◆ Problem to solve ◆
Repeat each record word for word.

◆ Stored dataset items ◆
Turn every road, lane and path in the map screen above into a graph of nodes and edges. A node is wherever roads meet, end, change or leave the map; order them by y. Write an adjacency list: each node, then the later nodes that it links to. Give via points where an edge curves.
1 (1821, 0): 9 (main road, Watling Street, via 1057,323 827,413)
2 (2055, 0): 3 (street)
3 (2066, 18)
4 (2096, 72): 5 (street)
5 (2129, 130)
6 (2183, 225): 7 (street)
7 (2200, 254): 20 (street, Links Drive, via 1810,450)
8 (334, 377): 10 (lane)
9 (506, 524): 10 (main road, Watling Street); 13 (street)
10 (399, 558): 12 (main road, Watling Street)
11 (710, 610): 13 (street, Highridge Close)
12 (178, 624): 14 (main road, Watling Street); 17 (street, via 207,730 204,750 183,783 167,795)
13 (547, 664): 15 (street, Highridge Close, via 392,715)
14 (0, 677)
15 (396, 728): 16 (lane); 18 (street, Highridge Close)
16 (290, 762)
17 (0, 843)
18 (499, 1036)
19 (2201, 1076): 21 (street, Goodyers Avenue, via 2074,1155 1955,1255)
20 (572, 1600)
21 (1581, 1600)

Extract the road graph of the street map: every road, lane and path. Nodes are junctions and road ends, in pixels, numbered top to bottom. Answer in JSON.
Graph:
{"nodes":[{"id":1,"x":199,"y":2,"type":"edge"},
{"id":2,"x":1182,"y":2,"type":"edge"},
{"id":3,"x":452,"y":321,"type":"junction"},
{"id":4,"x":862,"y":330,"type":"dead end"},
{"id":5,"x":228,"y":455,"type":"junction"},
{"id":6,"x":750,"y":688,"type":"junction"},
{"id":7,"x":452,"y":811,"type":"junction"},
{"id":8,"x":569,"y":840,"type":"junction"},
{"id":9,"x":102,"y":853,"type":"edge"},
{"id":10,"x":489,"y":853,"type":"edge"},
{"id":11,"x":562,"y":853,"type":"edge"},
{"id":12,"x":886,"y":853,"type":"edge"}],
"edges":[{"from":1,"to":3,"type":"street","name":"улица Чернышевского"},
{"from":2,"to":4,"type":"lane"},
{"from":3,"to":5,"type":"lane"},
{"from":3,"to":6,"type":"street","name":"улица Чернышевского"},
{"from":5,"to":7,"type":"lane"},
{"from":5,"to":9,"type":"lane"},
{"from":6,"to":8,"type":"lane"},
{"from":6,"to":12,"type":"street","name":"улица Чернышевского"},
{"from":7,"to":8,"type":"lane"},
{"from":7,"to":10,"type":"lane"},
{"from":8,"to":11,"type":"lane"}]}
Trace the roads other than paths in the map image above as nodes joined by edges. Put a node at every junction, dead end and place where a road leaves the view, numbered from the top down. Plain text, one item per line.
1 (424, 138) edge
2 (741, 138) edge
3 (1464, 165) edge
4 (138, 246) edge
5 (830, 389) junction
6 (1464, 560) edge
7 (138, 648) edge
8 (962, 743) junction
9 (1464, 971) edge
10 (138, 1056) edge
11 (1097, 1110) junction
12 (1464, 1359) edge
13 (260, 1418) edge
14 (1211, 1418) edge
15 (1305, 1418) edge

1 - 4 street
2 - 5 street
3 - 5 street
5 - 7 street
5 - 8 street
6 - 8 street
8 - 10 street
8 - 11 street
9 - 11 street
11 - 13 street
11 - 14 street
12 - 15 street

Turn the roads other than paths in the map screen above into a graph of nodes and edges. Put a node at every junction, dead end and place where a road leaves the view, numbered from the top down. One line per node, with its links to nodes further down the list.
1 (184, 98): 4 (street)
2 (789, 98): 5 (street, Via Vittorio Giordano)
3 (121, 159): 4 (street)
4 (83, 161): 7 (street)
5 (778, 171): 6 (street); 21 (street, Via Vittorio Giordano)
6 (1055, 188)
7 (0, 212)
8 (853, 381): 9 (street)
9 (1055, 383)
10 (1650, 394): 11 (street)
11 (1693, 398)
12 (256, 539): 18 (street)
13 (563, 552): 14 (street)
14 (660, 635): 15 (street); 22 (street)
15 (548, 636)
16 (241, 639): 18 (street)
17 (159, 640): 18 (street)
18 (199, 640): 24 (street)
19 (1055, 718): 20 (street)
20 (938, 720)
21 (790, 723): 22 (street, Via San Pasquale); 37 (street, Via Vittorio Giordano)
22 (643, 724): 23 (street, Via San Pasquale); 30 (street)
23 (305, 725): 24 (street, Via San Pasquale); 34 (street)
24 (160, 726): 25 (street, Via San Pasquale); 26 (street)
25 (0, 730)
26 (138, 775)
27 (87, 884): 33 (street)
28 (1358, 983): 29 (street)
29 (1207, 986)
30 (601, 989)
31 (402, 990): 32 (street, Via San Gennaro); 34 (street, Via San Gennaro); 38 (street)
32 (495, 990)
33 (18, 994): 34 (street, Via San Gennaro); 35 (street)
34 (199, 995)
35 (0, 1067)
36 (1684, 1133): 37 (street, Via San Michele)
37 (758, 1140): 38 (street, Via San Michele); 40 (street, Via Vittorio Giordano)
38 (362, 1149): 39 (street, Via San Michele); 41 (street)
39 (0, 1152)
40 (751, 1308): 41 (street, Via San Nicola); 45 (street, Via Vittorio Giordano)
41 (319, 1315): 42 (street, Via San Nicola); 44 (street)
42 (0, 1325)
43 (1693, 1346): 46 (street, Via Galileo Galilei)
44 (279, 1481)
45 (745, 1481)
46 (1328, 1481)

◆ Solution ◆
Turn every road, lane and path in the map screen above into a graph of nodes and edges. A node is wherever roads meet, end, change or leave the map; order them by y. Write an adjacency list: each node, then the later nodes that it links to. Give via points where an edge curves.
1 (1821, 0): 9 (main road, Watling Street, via 1057,323 827,413)
2 (2055, 0): 3 (street)
3 (2066, 18)
4 (2096, 72): 5 (street)
5 (2129, 130)
6 (2183, 225): 7 (street)
7 (2200, 254): 20 (street, Links Drive, via 1810,450)
8 (334, 377): 10 (lane)
9 (506, 524): 10 (main road, Watling Street); 13 (street)
10 (399, 558): 12 (main road, Watling Street)
11 (710, 610): 13 (street, Highridge Close)
12 (178, 624): 14 (main road, Watling Street); 17 (street, via 207,730 204,750 183,783 167,795)
13 (547, 664): 15 (street, Highridge Close, via 392,715)
14 (0, 677)
15 (396, 728): 16 (lane); 18 (street, Highridge Close)
16 (290, 762)
17 (0, 843)
18 (499, 1036)
19 (2201, 1076): 21 (street, Goodyers Avenue, via 2074,1155 1955,1255)
20 (572, 1600)
21 (1581, 1600)

Extract the road graph of the street map: every road, lane and path. Nodes are junctions and road ends, in pixels, numbered top to bottom. Answer in JSON.
Graph:
{"nodes":[{"id":1,"x":199,"y":2,"type":"edge"},
{"id":2,"x":1182,"y":2,"type":"edge"},
{"id":3,"x":452,"y":321,"type":"junction"},
{"id":4,"x":862,"y":330,"type":"dead end"},
{"id":5,"x":228,"y":455,"type":"junction"},
{"id":6,"x":750,"y":688,"type":"junction"},
{"id":7,"x":452,"y":811,"type":"junction"},
{"id":8,"x":569,"y":840,"type":"junction"},
{"id":9,"x":102,"y":853,"type":"edge"},
{"id":10,"x":489,"y":853,"type":"edge"},
{"id":11,"x":562,"y":853,"type":"edge"},
{"id":12,"x":886,"y":853,"type":"edge"}],
"edges":[{"from":1,"to":3,"type":"street","name":"улица Чернышевского"},
{"from":2,"to":4,"type":"lane"},
{"from":3,"to":5,"type":"lane"},
{"from":3,"to":6,"type":"street","name":"улица Чернышевского"},
{"from":5,"to":7,"type":"lane"},
{"from":5,"to":9,"type":"lane"},
{"from":6,"to":8,"type":"lane"},
{"from":6,"to":12,"type":"street","name":"улица Чернышевского"},
{"from":7,"to":8,"type":"lane"},
{"from":7,"to":10,"type":"lane"},
{"from":8,"to":11,"type":"lane"}]}
Trace the roads other than paths in the map image above as nodes joined by edges. Put a node at every junction, dead end and place where a road leaves the view, numbered from the top down. Plain text, one item per line.
1 (424, 138) edge
2 (741, 138) edge
3 (1464, 165) edge
4 (138, 246) edge
5 (830, 389) junction
6 (1464, 560) edge
7 (138, 648) edge
8 (962, 743) junction
9 (1464, 971) edge
10 (138, 1056) edge
11 (1097, 1110) junction
12 (1464, 1359) edge
13 (260, 1418) edge
14 (1211, 1418) edge
15 (1305, 1418) edge

1 - 4 street
2 - 5 street
3 - 5 street
5 - 7 street
5 - 8 street
6 - 8 street
8 - 10 street
8 - 11 street
9 - 11 street
11 - 13 street
11 - 14 street
12 - 15 street

Turn the roads other than paths in the map screen above into a graph of nodes and edges. Put a node at every junction, dead end and place where a road leaves the view, numbered from the top down. One line per node, with its links to nodes further down the list.
1 (184, 98): 4 (street)
2 (789, 98): 5 (street, Via Vittorio Giordano)
3 (121, 159): 4 (street)
4 (83, 161): 7 (street)
5 (778, 171): 6 (street); 21 (street, Via Vittorio Giordano)
6 (1055, 188)
7 (0, 212)
8 (853, 381): 9 (street)
9 (1055, 383)
10 (1650, 394): 11 (street)
11 (1693, 398)
12 (256, 539): 18 (street)
13 (563, 552): 14 (street)
14 (660, 635): 15 (street); 22 (street)
15 (548, 636)
16 (241, 639): 18 (street)
17 (159, 640): 18 (street)
18 (199, 640): 24 (street)
19 (1055, 718): 20 (street)
20 (938, 720)
21 (790, 723): 22 (street, Via San Pasquale); 37 (street, Via Vittorio Giordano)
22 (643, 724): 23 (street, Via San Pasquale); 30 (street)
23 (305, 725): 24 (street, Via San Pasquale); 34 (street)
24 (160, 726): 25 (street, Via San Pasquale); 26 (street)
25 (0, 730)
26 (138, 775)
27 (87, 884): 33 (street)
28 (1358, 983): 29 (street)
29 (1207, 986)
30 (601, 989)
31 (402, 990): 32 (street, Via San Gennaro); 34 (street, Via San Gennaro); 38 (street)
32 (495, 990)
33 (18, 994): 34 (street, Via San Gennaro); 35 (street)
34 (199, 995)
35 (0, 1067)
36 (1684, 1133): 37 (street, Via San Michele)
37 (758, 1140): 38 (street, Via San Michele); 40 (street, Via Vittorio Giordano)
38 (362, 1149): 39 (street, Via San Michele); 41 (street)
39 (0, 1152)
40 (751, 1308): 41 (street, Via San Nicola); 45 (street, Via Vittorio Giordano)
41 (319, 1315): 42 (street, Via San Nicola); 44 (street)
42 (0, 1325)
43 (1693, 1346): 46 (street, Via Galileo Galilei)
44 (279, 1481)
45 (745, 1481)
46 (1328, 1481)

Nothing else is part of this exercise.